“你要干什么?”我對他沒有什么好印象,再加上蔣毅峰的受傷讓本身就在竭力克制的我也突然暴躁起來,見他攔在我的面前,我是克制了很久,才因為手上畢竟還扶著一個傷者,這才沒有跟他動起手來,但看向他的眼神已經代表了我的心情。我對他很不滿,一分鐘……不,應該說一秒鐘都不想多看到他了。
“能說一句話嗎?”林道長對著一笑,瞥了眼蔣毅峰,隨后補充道,“單獨!”
“單獨?”我看了眼站著都很吃力、整個人的重量都快壓到我身上了的蔣毅峰,果斷的搖頭拒絕,“不必了,你和姓田的關系不錯,我和毅峰更是搭檔。我沒有什么需要瞞著毅峰的事情,你想說就這么說。不想說,就請你當條好狗,不要攔路!”
林道長對我侮辱性的語句似乎并沒有什么感覺似的,他聽了我的話,也僅僅是笑了笑,隨后湊近了些,在我的耳邊上輕聲說道,“其實你知道的,我們不是初遇,昨晚,我們已經見過了。但具體見面的時間,其實要更早一些。當時,你可是傷到了我……們呢!”
聽了他的話,我渾身突然像是過電了一般,猛地哆嗦了一下。
就那么一瞬間,我甚至能夠感覺得到,一股不屬于活人的陰氣從他……還有那只猴子的身上散發出來,凍得我忍不住想要發抖。

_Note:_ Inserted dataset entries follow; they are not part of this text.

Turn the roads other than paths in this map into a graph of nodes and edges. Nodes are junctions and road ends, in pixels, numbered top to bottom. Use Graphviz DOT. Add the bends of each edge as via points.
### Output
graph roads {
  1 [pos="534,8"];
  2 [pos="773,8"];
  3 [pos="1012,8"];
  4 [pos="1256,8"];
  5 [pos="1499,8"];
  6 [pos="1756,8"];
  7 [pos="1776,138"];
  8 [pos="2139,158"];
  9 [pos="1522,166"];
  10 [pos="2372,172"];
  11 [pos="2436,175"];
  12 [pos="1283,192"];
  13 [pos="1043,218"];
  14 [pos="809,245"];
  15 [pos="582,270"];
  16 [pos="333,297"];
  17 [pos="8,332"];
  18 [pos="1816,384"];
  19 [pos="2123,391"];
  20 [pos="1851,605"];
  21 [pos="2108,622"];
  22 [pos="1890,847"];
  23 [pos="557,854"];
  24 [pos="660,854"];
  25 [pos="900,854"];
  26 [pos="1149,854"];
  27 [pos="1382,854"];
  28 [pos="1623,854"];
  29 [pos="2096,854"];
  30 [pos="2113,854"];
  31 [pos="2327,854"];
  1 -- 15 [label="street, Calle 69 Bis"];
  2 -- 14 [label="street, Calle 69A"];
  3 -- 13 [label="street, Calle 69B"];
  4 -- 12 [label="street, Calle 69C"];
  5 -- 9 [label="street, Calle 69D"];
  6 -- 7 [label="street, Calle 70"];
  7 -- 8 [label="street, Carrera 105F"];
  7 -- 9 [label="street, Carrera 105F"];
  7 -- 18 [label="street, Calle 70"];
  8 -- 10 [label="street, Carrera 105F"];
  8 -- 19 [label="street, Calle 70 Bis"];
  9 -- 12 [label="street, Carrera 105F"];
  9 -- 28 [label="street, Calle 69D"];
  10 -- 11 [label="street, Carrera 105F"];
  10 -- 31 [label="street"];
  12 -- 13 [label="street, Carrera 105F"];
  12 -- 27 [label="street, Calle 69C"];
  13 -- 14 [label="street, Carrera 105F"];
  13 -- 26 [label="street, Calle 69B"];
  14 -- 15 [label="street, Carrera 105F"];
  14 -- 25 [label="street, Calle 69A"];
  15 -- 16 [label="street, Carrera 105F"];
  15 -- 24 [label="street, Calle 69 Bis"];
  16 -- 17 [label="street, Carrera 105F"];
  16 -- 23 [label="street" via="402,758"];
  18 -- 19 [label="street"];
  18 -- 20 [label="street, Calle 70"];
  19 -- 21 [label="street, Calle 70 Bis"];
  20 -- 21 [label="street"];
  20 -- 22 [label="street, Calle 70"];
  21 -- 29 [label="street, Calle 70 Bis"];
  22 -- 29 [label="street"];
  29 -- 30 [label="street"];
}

蔣毅峰也隨著這突如其來的陰氣猛地抬起頭來,他揭開捂住傷口的手,我頓時也愣住了。
那傷口陰陰散發著陰氣,滿目黑色的膿血。顯然,這不是被活物所傷的表現。
“你……”我剛想對他說什么,卻覺得蔣毅峰身上突然一軟,就往我身上倒去。
我來不及多想,連忙扶住他。卻聽到他用極低的聲音在我耳邊說道:“你說再多他也不會信你,先離開,再想辦法。”
他說話的聲音很輕,我聽得出其中的虛弱。
再看看冷眼旁觀的田宗琦,我咬咬牙,心一橫,扶著蔣毅峰離開了這里。
從這里回到縣城有比較遠的距離,回村也是同樣的。因此,我只能暫時找了個可以遮風擋雨、不至于讓蔣毅峰冷到加重傷勢的地方,先將他安頓下來。然后才打開了包裹,翻找可以治療陰毒的東西。
其實,所謂的陰毒,應該叫做‘尸毒’才對。
那是一種只有死去的人身上才含有的毒素,是一些起尸的僵尸用來進攻的法寶,通過尸毒,甚至可以達到擴大種群的作用。比如有人被僵尸咬到了,有一定的幾率變成新的僵尸。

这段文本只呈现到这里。